- _Assignment_
Search the material for "dead" and show all lines that contain it.

- _Records provided_
--------------------------------------------------

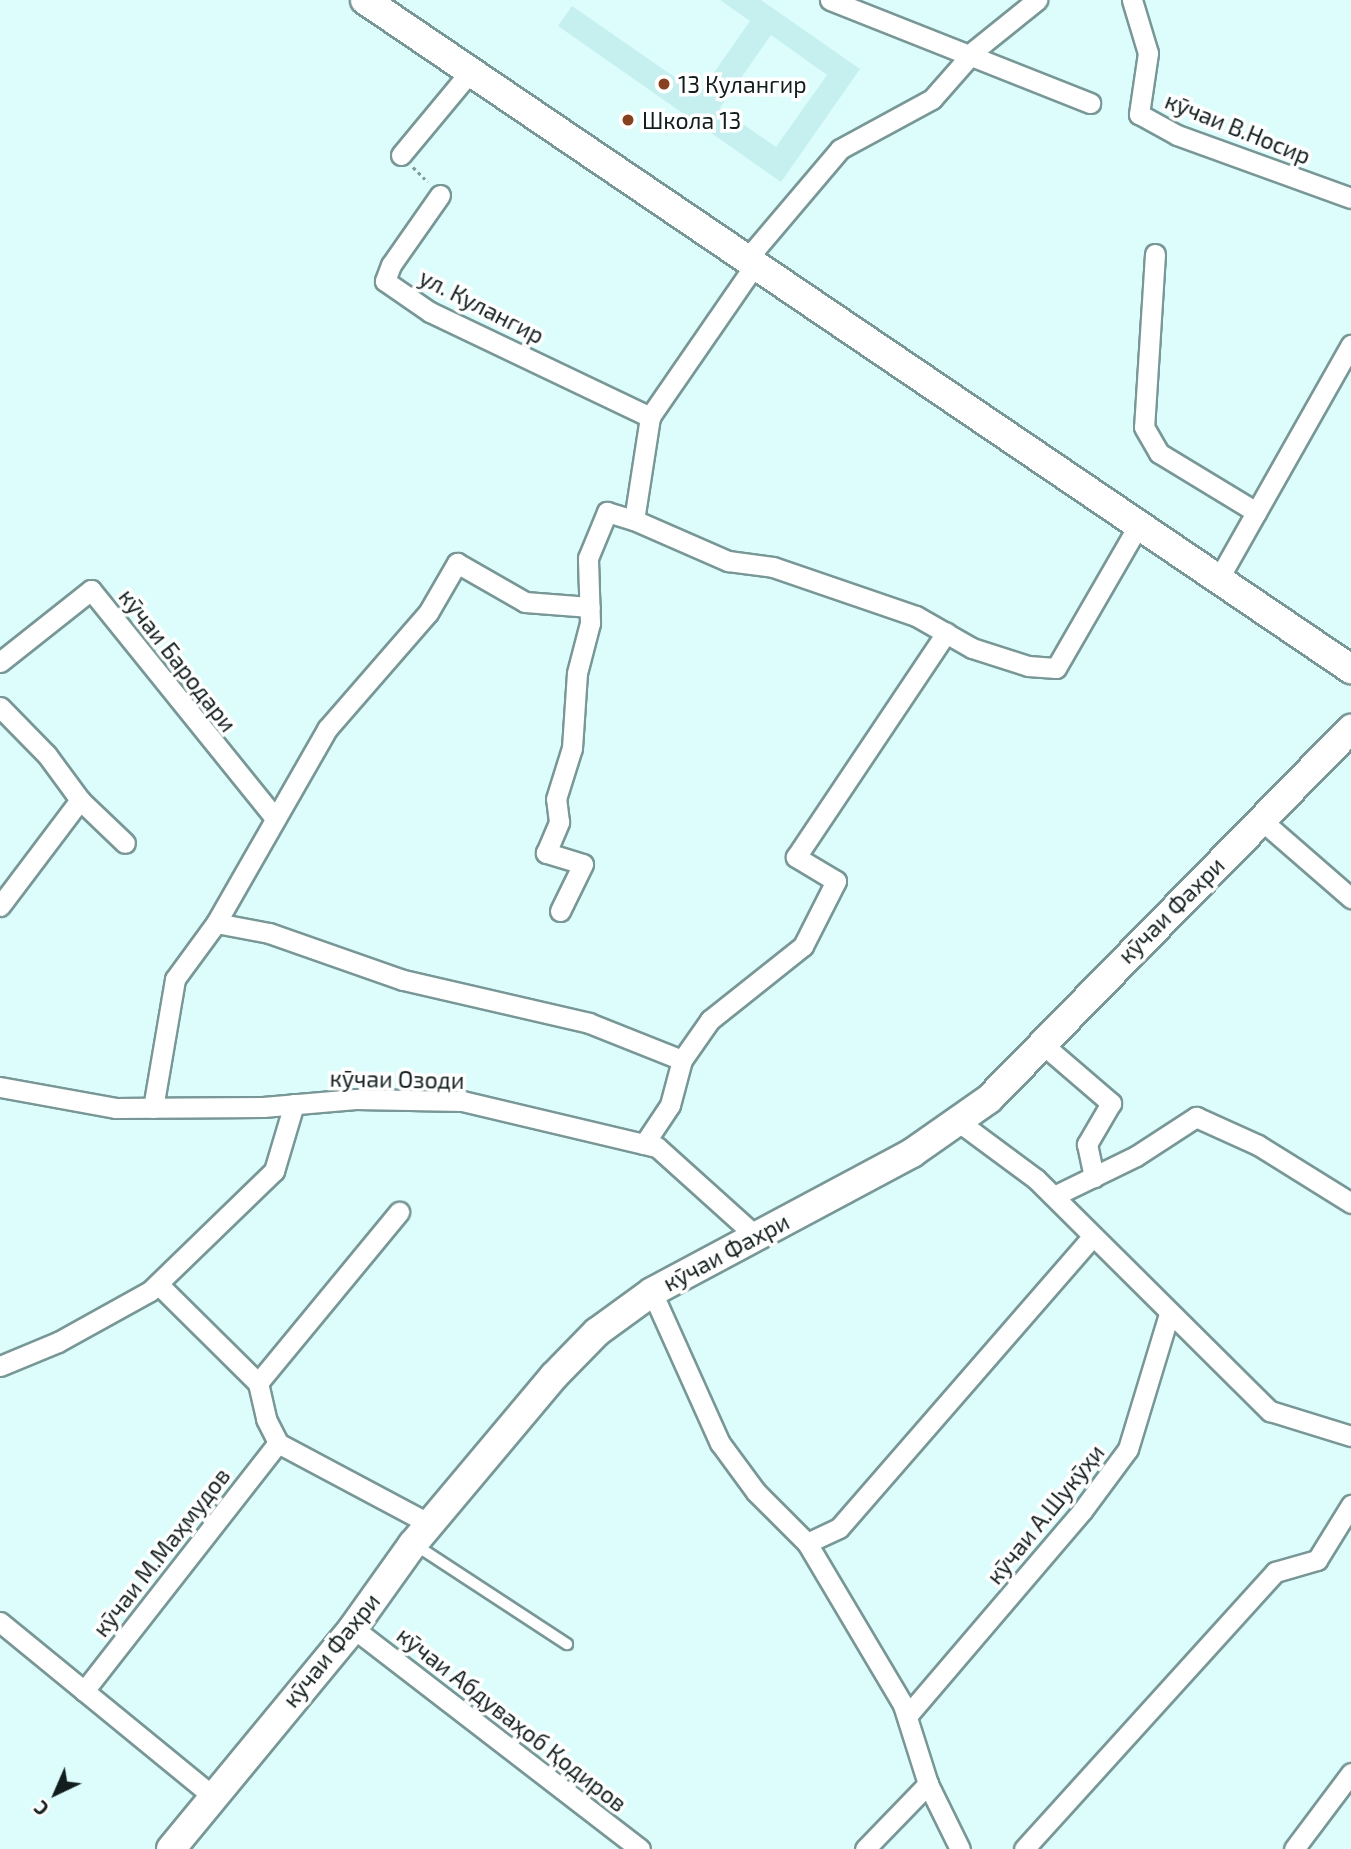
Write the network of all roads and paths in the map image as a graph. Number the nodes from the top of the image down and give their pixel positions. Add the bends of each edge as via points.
1 (365, 0) edge
2 (830, 0) edge
3 (1037, 0) edge
4 (1132, 0) edge
5 (968, 58) junction
6 (470, 72) junction
7 (1090, 103) dead end
8 (401, 155) joint
9 (440, 195) joint
10 (1351, 198) edge
11 (1155, 254) dead end
12 (750, 263) junction
13 (1351, 345) edge
14 (650, 416) junction
15 (1256, 512) junction
16 (634, 520) junction
17 (1138, 526) junction
18 (1219, 578) junction
19 (590, 607) junction
20 (946, 633) junction
21 (0, 662) edge
22 (1351, 668) edge
23 (0, 707) edge
24 (1351, 729) edge
25 (80, 800) junction
26 (274, 817) junction
27 (1260, 819) junction
28 (125, 843) dead end
29 (1351, 898) edge
30 (0, 906) edge
31 (560, 911) dead end
32 (215, 923) junction
33 (1040, 1042) junction
34 (682, 1060) junction
35 (0, 1087) edge
36 (294, 1104) junction
37 (153, 1108) junction
38 (959, 1122) junction
39 (644, 1144) junction
40 (1094, 1177) junction
41 (1054, 1196) junction
42 (1351, 1203) edge
43 (399, 1213) dead end
44 (756, 1236) junction
45 (1093, 1236) junction
46 (158, 1284) junction
47 (652, 1292) junction
48 (1169, 1314) junction
49 (0, 1366) edge
50 (258, 1384) junction
51 (1351, 1436) edge
52 (278, 1443) junction
53 (1351, 1505) edge
54 (422, 1534) junction
55 (807, 1543) junction
56 (0, 1622) edge
57 (353, 1628) junction
58 (567, 1644) dead end
59 (84, 1691) junction
60 (907, 1716) junction
61 (1351, 1773) edge
62 (928, 1783) junction
63 (211, 1795) junction
64 (171, 1849) edge
65 (640, 1849) edge
66 (865, 1849) edge
67 (960, 1849) edge
68 (1024, 1849) edge
69 (1294, 1849) edge

1 - 6 street
2 - 5 street
3 - 5 street
4 - 10 street, кӯчаи В.Носир via 1148,53 1139,114 1177,135
5 - 7 street
5 - 12 street via 932,99 840,149
6 - 8 street
6 - 12 street
8 - 9 path
9 - 14 street, ул. Кулангир via 391,265 385,281 430,312
11 - 15 street via 1144,427 1159,453
12 - 14 street
12 - 17 street
13 - 15 street
14 - 16 street
15 - 18 street
16 - 19 street via 607,512 588,558
16 - 20 street via 729,561 774,567 916,616
17 - 18 street
17 - 20 street via 1056,668 1028,666 972,648
18 - 22 street
19 - 26 street via 525,602 457,563 428,613 327,729
19 - 31 street via 578,673 572,748 556,799 559,822 546,853 583,864
20 - 34 street via 796,857 836,881 803,946 710,1020
21 - 26 street, кӯчаи Бародари via 91,590
23 - 25 street via 47,755
24 - 27 street, кӯчаи Фахри
25 - 28 street
25 - 30 street
26 - 32 street
27 - 29 street
27 - 33 street, кӯчаи Фахри
32 - 34 street via 269,933 403,980 589,1023
32 - 37 street via 175,979
33 - 38 street, кӯчаи Фахри via 989,1099
33 - 40 street via 1111,1103 1087,1144
34 - 39 street via 670,1105
35 - 37 street, кӯчаи Озоди via 115,1108
36 - 37 street, кӯчаи Озоди
36 - 39 street, кӯчаи Озоди via 356,1099 462,1101
36 - 46 street via 274,1171
38 - 41 street
38 - 44 street, кӯчаи Фахри via 912,1153
39 - 44 street, кӯчаи Озоди via 657,1147
40 - 41 street
40 - 42 street via 1136,1157 1196,1117 1258,1144
41 - 45 street
43 - 50 street
44 - 47 street, кӯчаи Фахри
45 - 48 street
45 - 55 street via 839,1528
46 - 49 street via 58,1342
46 - 50 street
47 - 54 street, кӯчаи Фахри via 597,1332 554,1376
47 - 55 street via 720,1443 756,1492
48 - 51 street via 1270,1411
48 - 60 street, кӯчаи А.Шукӯҳи via 1128,1449 1082,1511
50 - 52 street via 266,1419
52 - 54 street
52 - 59 street, кӯчаи М.Маҳмудов
53 - 68 street via 1317,1560 1275,1572
54 - 57 street, кӯчаи Фахри
54 - 58 lane
55 - 60 street
56 - 59 street
57 - 63 street, кӯчаи Фахри
57 - 65 street, кӯчаи Абдуваҳоб Қодиров
59 - 63 street
60 - 62 street
61 - 69 street
62 - 66 street
62 - 67 street
63 - 64 street, кӯчаи Фахри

--------------------------------------------------

- _Task response_
7 (1090, 103) dead end
11 (1155, 254) dead end
28 (125, 843) dead end
31 (560, 911) dead end
43 (399, 1213) dead end
58 (567, 1644) dead end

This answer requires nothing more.